• _Activity_: Copy each line of the records that includes "MILLARD".

——————

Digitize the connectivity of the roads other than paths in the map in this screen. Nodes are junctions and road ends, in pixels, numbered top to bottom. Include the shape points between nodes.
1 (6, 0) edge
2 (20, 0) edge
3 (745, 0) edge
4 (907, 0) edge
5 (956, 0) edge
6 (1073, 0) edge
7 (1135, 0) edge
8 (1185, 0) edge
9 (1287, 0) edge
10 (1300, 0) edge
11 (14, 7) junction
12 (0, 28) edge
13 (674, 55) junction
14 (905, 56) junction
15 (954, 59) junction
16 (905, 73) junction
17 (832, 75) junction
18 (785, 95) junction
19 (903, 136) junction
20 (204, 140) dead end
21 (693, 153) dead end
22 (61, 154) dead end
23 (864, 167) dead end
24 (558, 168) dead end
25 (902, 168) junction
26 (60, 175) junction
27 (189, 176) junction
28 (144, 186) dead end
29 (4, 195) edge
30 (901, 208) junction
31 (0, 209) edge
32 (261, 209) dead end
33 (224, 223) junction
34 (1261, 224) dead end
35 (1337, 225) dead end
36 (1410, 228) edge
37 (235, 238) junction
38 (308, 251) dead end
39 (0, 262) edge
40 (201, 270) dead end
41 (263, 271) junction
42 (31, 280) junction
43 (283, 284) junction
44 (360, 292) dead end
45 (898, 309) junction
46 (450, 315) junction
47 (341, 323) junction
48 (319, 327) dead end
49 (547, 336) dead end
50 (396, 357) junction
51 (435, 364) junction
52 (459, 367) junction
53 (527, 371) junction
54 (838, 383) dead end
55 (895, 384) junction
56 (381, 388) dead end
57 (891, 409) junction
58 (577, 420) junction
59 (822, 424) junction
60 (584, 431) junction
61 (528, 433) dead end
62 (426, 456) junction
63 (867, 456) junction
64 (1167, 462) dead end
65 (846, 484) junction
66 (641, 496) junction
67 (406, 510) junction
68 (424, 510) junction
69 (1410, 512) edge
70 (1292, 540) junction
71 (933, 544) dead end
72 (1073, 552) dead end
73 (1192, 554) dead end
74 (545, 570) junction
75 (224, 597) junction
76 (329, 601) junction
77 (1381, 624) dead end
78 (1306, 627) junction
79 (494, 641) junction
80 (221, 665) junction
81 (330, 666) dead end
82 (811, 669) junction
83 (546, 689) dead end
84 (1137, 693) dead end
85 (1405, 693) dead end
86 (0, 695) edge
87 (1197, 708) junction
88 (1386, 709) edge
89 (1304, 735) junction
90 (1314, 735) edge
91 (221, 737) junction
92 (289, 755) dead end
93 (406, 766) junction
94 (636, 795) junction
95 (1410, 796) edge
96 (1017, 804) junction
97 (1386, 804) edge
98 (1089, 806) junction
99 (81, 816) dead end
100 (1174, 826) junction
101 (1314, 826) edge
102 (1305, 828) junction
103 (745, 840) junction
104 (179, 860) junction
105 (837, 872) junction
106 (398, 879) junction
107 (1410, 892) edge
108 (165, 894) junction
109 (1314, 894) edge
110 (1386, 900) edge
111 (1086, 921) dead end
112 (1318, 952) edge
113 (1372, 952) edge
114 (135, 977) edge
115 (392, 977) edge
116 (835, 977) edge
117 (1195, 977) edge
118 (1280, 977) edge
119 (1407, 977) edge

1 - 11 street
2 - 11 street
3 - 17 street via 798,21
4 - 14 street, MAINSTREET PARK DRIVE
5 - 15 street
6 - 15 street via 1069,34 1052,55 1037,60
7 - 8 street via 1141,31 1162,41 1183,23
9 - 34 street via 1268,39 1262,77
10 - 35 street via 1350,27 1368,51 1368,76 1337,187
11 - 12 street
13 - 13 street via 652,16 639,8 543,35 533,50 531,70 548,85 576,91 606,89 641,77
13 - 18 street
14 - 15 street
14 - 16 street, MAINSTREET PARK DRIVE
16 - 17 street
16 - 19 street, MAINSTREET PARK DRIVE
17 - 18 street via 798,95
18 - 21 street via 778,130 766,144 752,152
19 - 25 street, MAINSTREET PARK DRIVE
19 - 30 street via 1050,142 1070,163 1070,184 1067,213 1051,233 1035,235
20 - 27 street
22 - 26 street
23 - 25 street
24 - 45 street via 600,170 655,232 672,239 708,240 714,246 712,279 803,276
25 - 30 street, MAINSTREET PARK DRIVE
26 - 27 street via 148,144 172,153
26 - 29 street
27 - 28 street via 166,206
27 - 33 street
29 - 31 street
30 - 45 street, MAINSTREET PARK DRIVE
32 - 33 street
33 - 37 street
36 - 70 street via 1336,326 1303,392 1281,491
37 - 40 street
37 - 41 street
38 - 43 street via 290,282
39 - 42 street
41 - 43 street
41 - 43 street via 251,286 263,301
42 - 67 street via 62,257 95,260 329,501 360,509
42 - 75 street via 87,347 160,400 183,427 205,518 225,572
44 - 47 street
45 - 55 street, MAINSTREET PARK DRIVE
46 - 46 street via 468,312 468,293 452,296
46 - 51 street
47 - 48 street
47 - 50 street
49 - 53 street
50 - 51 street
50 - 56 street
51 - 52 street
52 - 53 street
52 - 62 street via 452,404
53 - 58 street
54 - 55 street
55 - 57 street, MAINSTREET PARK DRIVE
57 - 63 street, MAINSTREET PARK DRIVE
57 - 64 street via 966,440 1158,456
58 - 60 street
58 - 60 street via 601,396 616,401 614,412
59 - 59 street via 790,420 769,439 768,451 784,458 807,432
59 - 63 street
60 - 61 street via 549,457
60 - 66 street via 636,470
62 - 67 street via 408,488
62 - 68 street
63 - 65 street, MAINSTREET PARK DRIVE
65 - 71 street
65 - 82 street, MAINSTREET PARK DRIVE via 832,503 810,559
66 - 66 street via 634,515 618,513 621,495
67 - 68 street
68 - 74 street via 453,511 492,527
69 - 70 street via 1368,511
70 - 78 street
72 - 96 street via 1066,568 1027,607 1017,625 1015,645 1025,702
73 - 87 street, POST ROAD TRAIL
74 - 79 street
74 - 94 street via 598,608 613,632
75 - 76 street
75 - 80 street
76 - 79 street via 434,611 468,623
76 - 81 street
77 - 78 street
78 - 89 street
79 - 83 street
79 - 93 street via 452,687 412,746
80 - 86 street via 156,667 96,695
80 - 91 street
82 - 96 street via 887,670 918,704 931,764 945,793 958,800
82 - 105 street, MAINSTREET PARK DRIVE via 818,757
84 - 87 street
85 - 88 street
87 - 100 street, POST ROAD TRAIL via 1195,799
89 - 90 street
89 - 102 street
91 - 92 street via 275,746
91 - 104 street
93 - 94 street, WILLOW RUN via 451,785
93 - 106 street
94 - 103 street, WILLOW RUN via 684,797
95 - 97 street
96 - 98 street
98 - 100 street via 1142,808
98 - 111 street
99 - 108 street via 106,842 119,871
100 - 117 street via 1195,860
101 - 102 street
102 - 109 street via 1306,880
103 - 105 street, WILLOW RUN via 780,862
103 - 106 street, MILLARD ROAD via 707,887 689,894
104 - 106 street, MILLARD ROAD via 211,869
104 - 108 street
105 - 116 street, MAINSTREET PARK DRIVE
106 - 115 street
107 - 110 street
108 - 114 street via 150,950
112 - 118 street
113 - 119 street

——————

• _Output of the task_:
103 - 106 street, MILLARD ROAD via 707,887 689,894
104 - 106 street, MILLARD ROAD via 211,869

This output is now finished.